:: Data for this task
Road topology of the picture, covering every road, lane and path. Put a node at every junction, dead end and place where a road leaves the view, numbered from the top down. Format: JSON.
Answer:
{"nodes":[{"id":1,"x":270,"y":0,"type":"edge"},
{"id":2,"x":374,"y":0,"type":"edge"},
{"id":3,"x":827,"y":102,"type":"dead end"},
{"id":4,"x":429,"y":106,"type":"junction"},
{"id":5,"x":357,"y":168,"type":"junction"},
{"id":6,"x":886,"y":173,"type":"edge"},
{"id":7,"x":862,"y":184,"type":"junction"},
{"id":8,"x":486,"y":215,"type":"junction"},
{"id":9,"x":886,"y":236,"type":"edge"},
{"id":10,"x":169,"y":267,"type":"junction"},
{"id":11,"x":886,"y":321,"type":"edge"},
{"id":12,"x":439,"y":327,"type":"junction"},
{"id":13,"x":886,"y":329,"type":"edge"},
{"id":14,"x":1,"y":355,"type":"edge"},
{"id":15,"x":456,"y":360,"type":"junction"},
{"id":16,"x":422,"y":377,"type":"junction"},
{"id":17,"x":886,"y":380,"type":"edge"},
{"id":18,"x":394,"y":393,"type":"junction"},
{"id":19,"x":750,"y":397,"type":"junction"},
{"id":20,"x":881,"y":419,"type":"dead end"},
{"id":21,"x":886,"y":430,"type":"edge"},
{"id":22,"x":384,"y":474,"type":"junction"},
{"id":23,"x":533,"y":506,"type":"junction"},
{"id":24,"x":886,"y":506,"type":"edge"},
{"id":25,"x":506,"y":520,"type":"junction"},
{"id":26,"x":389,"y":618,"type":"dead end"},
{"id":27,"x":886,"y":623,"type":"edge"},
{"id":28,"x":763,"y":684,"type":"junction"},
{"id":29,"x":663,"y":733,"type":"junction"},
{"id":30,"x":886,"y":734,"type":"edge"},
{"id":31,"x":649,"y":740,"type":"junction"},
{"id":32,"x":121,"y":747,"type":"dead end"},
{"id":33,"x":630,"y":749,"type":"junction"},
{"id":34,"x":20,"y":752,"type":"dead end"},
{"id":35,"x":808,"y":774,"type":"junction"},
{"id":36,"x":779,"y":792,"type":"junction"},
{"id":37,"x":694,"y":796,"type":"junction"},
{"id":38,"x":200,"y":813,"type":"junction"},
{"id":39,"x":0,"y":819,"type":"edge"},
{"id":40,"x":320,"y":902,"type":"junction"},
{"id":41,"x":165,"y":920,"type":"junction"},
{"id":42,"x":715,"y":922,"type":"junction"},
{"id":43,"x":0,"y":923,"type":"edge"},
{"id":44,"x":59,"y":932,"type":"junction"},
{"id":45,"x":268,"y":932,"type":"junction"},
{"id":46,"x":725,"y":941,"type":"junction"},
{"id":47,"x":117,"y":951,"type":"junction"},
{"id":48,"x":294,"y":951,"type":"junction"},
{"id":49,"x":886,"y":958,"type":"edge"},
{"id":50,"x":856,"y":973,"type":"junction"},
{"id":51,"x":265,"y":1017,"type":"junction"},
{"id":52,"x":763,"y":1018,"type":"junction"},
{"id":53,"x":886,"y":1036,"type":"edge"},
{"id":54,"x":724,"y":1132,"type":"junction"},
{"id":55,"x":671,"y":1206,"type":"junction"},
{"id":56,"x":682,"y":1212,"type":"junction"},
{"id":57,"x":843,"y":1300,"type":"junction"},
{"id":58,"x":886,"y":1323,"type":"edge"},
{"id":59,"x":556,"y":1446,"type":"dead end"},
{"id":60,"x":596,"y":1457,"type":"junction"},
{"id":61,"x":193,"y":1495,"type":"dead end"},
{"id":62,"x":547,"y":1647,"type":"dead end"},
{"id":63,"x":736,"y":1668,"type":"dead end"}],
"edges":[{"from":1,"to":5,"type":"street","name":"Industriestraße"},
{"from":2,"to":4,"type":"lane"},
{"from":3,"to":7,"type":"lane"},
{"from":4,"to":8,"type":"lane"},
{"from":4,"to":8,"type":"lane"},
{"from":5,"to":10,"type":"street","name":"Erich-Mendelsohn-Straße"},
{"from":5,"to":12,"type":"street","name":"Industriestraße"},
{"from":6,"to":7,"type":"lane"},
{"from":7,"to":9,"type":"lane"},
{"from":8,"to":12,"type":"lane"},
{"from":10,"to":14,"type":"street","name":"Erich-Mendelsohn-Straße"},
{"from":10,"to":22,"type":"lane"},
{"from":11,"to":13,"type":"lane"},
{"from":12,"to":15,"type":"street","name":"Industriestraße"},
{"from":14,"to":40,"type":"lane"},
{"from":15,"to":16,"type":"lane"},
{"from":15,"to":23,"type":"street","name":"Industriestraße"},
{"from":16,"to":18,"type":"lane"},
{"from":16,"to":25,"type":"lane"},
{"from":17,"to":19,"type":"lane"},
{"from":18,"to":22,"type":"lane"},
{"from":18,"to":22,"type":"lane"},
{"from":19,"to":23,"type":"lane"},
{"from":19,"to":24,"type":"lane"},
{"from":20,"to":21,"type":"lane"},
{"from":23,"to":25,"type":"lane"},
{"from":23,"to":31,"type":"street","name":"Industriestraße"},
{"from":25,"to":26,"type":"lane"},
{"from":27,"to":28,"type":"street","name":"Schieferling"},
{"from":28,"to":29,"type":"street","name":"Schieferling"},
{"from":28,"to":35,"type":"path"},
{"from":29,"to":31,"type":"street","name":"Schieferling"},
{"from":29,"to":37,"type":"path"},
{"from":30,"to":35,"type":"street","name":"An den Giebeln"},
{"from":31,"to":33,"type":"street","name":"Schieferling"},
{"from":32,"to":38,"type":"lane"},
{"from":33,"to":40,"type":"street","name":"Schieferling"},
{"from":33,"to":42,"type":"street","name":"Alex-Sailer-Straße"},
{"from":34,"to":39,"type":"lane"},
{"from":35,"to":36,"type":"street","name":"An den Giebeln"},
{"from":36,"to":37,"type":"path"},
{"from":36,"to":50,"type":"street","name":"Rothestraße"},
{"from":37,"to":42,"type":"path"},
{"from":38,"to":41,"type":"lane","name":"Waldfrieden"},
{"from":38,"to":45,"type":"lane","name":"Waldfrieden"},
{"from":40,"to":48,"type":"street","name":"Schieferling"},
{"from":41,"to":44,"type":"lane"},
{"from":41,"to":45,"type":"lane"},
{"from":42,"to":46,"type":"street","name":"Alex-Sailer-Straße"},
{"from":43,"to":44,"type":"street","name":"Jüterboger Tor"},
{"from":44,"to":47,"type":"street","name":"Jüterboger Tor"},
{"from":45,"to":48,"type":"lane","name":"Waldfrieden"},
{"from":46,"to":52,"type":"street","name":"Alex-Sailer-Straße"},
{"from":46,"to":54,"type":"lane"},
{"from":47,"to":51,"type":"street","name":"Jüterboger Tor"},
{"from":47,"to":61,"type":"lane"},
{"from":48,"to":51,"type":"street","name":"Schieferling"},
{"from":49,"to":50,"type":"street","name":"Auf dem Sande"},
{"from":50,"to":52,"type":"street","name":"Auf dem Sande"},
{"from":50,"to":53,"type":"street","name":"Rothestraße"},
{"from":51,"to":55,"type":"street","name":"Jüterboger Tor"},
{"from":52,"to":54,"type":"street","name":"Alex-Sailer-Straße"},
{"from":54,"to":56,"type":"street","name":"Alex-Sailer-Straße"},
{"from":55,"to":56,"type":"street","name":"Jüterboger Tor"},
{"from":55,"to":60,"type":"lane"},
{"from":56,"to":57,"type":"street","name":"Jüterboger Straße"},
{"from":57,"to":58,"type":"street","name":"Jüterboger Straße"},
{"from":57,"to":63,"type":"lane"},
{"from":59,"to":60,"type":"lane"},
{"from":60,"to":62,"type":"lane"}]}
::::
*Exercise*.
Copy here each line of the preceding records with "Alex" in it.

*Your solution*.
{"from":33,"to":42,"type":"street","name":"Alex-Sailer-Straße"},
{"from":42,"to":46,"type":"street","name":"Alex-Sailer-Straße"},
{"from":46,"to":52,"type":"street","name":"Alex-Sailer-Straße"},
{"from":52,"to":54,"type":"street","name":"Alex-Sailer-Straße"},
{"from":54,"to":56,"type":"street","name":"Alex-Sailer-Straße"},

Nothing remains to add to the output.